По Л. Леви-Брюлю, чьи слова мы только что цитировали, мистическая связь
«между общественной группой и почвой столь тесна и близка, что не возникает даже и мысли об изъятии земли из собственности определенного племени. При таких условиях собственность группы "священна", она неприкосновенна, и на деле ее не нарушают, поскольку коллективные представления сохраняют свою силу и власть» [201] Леви-Брюль Л. Сверхъестественное в первобытном мышлении. С.266.
.
Однако было бы неверно считать причиной военных действий только стремление к личному обогащению. Не будем забывать, что войны и ранних обществах были одной из важнейших форм культурных контактов и обменов. Именно благодаря военным столкновениям народы зачастую знакомились с важнейшими культурными и научными достижениями соседей. Но присутствовал и еще один немаловажный момент — сакральный. Как пишет И. Я. Фроянов,
«органическое вплетение ритуалов и обрядов в подготовку и осуществление военных дел указывает на сакральную во многом суть войн, наблюдаемых в древности. Под ее знаком проходили все войны первобытности, в том числе и те, что уподобляются "регулярному промыслу" по добыче материальных ценностей: захвату скота, рабов и сокровищ. Нельзя, конечно, вовсе отрицать материальных мотивов военных предприятий, затевавшихся первобытными людьми, особенно в эпоху варварства. Но если вспомнить, что богатство и тогда имело не столько утилитарное, сколько "трансцедентное" значение, в котором преобладали магико-религиозные и этические моменты, то идеи сакральности, чести и славы зазвучат в войнах с еще большей силой. Вместе с тем богатства, добываемые в войнах, способствовали имущественному расслоению, нарушавшему традиционные устои равенства. И все же имущественные различия распределяли людей не по социальным или классовым группам, а по престижным нишам и позициям, создавая лишь предпосылки деления общества на классы. Следовательно, войны времен первобытнообщинного строя нет оснований рассматривать как стимулятор классового переустройства архаических обществ.
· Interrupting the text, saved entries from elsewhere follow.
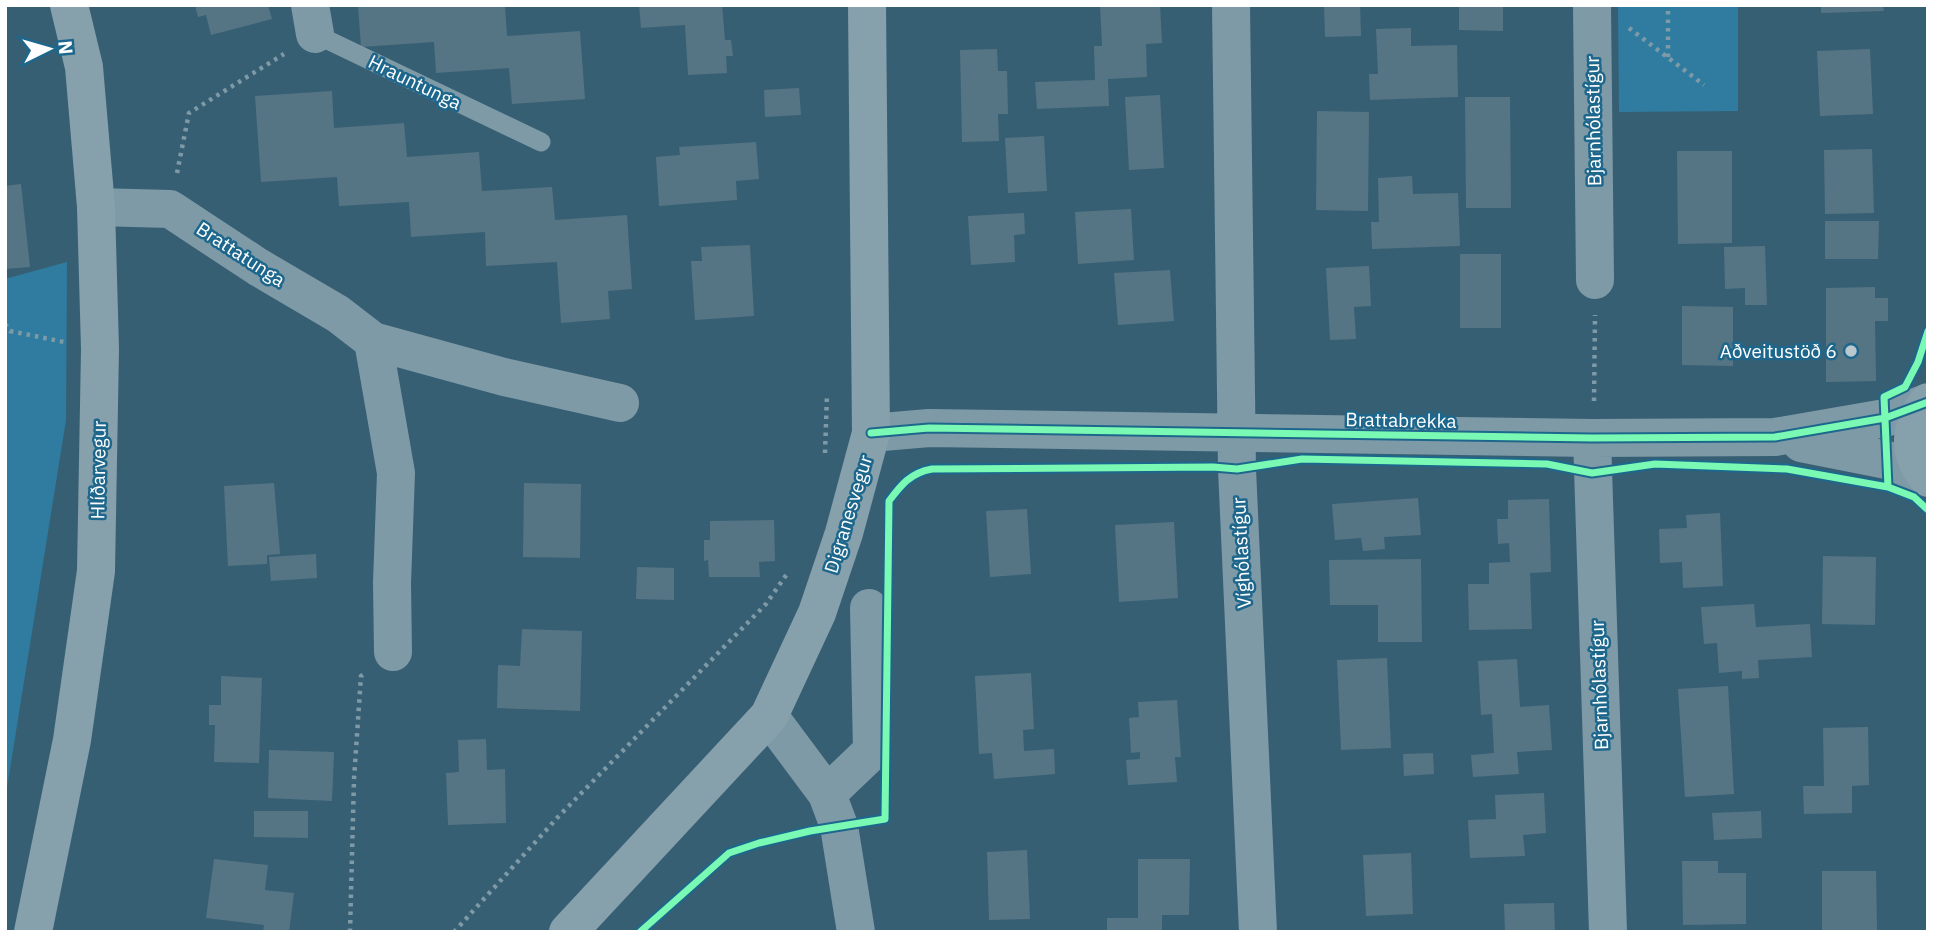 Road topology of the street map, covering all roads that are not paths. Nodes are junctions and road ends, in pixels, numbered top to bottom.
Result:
1 (69, 5) edge
2 (867, 5) edge
3 (1231, 5) edge
4 (1605, 13) edge
5 (313, 20) edge
6 (541, 142) dead end
7 (96, 207) junction
8 (1595, 279) road end
9 (373, 341) junction
10 (1927, 402) edge
11 (620, 403) dead end
12 (872, 433) junction
13 (1236, 434) junction
14 (1775, 437) junction
15 (1592, 438) junction
16 (1927, 477) edge
17 (869, 608) dead end
18 (393, 652) road end
19 (769, 716) junction
20 (827, 794) junction
21 (33, 932) edge
22 (568, 932) edge
23 (856, 932) edge
24 (1258, 932) edge
25 (1608, 932) edge

1 - 7 street, Hlíðarvegur
2 - 12 street, Digranesvegur
3 - 13 street, Víghólastígur
4 - 8 street, Bjarnhólastígur
5 - 6 lane, Hrauntunga
7 - 9 street, Brattatunga
7 - 21 street, Hlíðarvegur
9 - 11 street, Brattatunga
9 - 18 street
10 - 14 street, Brattabrekka
10 - 16 street
12 - 13 street, Brattabrekka
12 - 19 street, Digranesvegur
13 - 15 street, Brattabrekka
13 - 24 street, Víghólastígur
14 - 15 street, Brattabrekka
14 - 16 street, Brattabrekka
15 - 25 street, Bjarnhólastígur
17 - 20 street
19 - 20 street
19 - 22 street, Digranesvegur
20 - 23 street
Во всяком случае их воздействие на общественное развитие было двойственным и по-своему диалектичным: консолидирующим, а в отдаленной перспективе разлагающим. Столь же неоднозначной была роль в общественной жизни рабства и данничества — прямых порождений войны» [202] Фроянов И. Я. Рабство и данничество. СПб., 1996. С. 491–492.
.
В целом же на первых порах дружина представляла собой нечто вроде разбойничьей шайки, несшей в себе, по словам Н. И. Костомарова, зародыш государственности. В последнее время такой взгляд на дружину периода зарождения Древнерусского государства разделяется очень многими отечественными и зарубежными исследователями. Так, в программной статье, посвященной зарождению деспотизма на Руси, В. Б. Кобрин и А. Л. Юрганов писали:
«Русскую дружину, как ее рисует "Повесть временных лет", можно представить себе и своеобразной военной общиной, и своеобразным казачьим войском, возглавляемым атаманом. От общины идут отношения равенства, находящие внешнее выражение и дружинных пирах (ср. "братчины" в крестьянских общинах), от "казачества" — роль военной добычи как главного источника существования, который функционировал как в прямом, так и в превращенном виде, ибо дань — это и выкуп за несостоявшийся поход» [203] Кобрин В. Б., Юрганов А. Л. Становление деспотического самодержавия в средневековой Руси: К постановке проблемы // История СССР. 1991. № 4. С.44.
.
К такой точке зрения, видимо, близок и А. П. Новосельцев, который считает, что по крайней мере в IX в.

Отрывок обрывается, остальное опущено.